Where tomorrow’s doctors train
AI, robots and algorithms: at German universities, the next generation of doctors is preparing to use innovative treatment methods.
Data science in hospitals
Diagnostics is about identifying the exact cause of symptoms from a huge number of possibilities – and doing so quickly. Automated analyses can help here. “We deploy data scientists directly in hospitals,” says Alexander Meyer, Professor at the Institute of Artificial Intelligence in Medicine at Berlin’s Charité University Hospital. The goal is measurably better patient care.
Doctors training at the university hospital also benefit from this, as they experience the development of new technologies first hand – from treatment planning to hospital management. The AI institute also cooperates with industry: together with car manufacturer BMW, the team is researching whether sensors that operate while a person is driving a car are capable of detecting heart problems at an early stage.
Every tumour is different
More than half a million people in Germany develop cancer every year – and every case is individual. This is precisely where the Center for Personalized Medicine – Oncology at Hamburg-Eppendorf University Medical Center (UKE) comes in. Drawing on both computer-assisted high-tech diagnostics and human teamwork, students learn early in their training that every person is different – in their illnesses, too.
“We decode the tumour-specific genetic material and search for one or more weak points,” explains oncologist Maximilian Christopeit. “If we target these therapeutically, we can successfully treat the tumour.”
Robots in the operating theatre
From health informatics to the master’s programme “AI in Biomedicine”: at the Technical University of Munich (TUM), several departments are preparing students for the medicine of the future.

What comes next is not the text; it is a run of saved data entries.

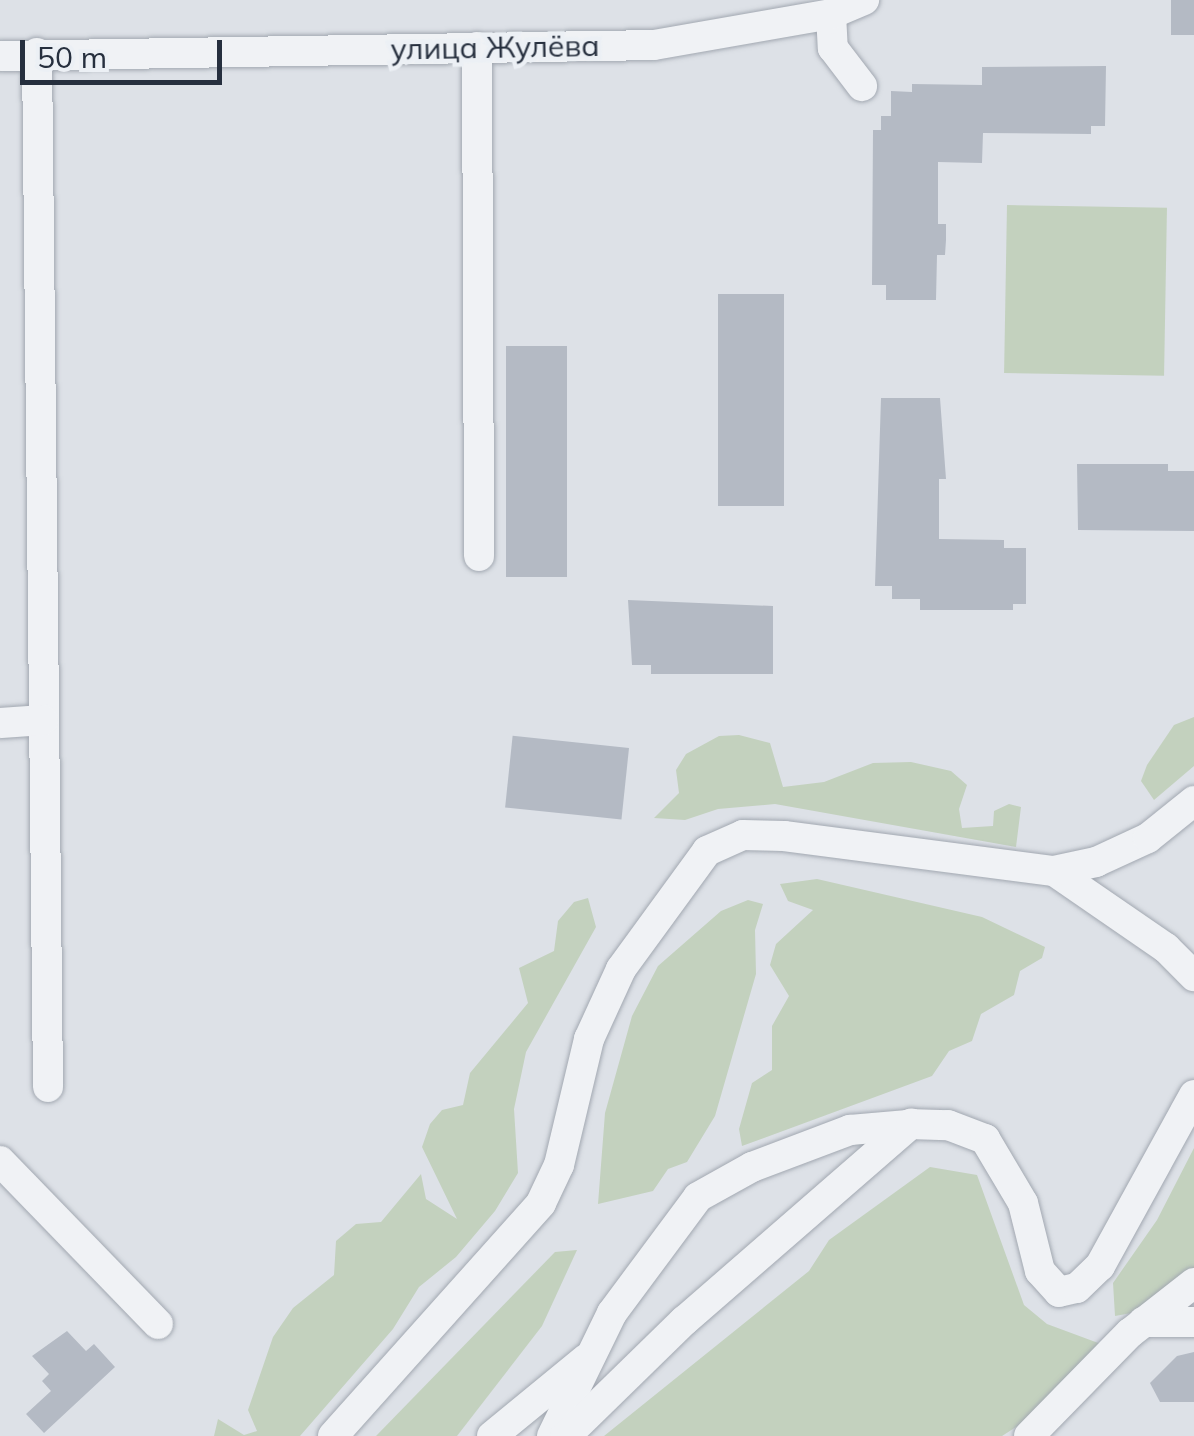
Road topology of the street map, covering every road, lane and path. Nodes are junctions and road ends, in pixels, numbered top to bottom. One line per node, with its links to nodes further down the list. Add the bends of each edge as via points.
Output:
1 (864, 0): 2 (street, улица Жулёва)
2 (830, 14): 3 (street, улица Жулёва, via 654,44); 6 (street, via 833,48)
3 (478, 47): 4 (street, улица Жулёва); 7 (street)
4 (37, 52): 5 (street, улица Жулёва); 8 (street)
5 (0, 56)
6 (862, 86)
7 (479, 556)
8 (43, 720): 9 (street); 13 (street)
9 (0, 724)
10 (1194, 801): 11 (street, via 1148,838 1096,862)
11 (1054, 871): 12 (street, via 1166,948); 22 (street, via 784,836 743,835 707,852 621,969 589,1039 559,1165 541,1203)
12 (1194, 976)
13 (48, 1087)
14 (1194, 1095): 15 (street, via 1100,1266 1077,1288 1060,1292 1040,1271 1023,1203 985,1139 948,1125)
15 (911, 1124): 21 (street, via 850,1130 752,1167 698,1197 612,1313); 25 (street, via 684,1321)
16 (0, 1161): 20 (street)
17 (1194, 1283): 18 (street)
18 (1143, 1322): 19 (street); 26 (street)
19 (1194, 1322)
20 (158, 1324)
21 (592, 1355): 23 (street); 24 (street)
22 (334, 1436)
23 (492, 1436)
24 (552, 1436)
25 (566, 1436)
26 (1029, 1436)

Students learn in a practical environment – alongside doctors, computer scientists and engineers.
Researchers at the university are developing robots that autonomously control the camera inside the abdomen in the operating theatre using AI support – allowing the surgeon to keep both hands free. In future, the assistant robot Aurora is intended to independently recognise which materials are needed and bring them to the operating table. Professor Dirk Wilhelm, a surgeon at TUM’s Klinikum rechts der Isar, still prefers human assistants. But, as he says: “If I have a staff shortage, this allows me to reduce staffing needs effectively and deploy people where they are needed more urgently.”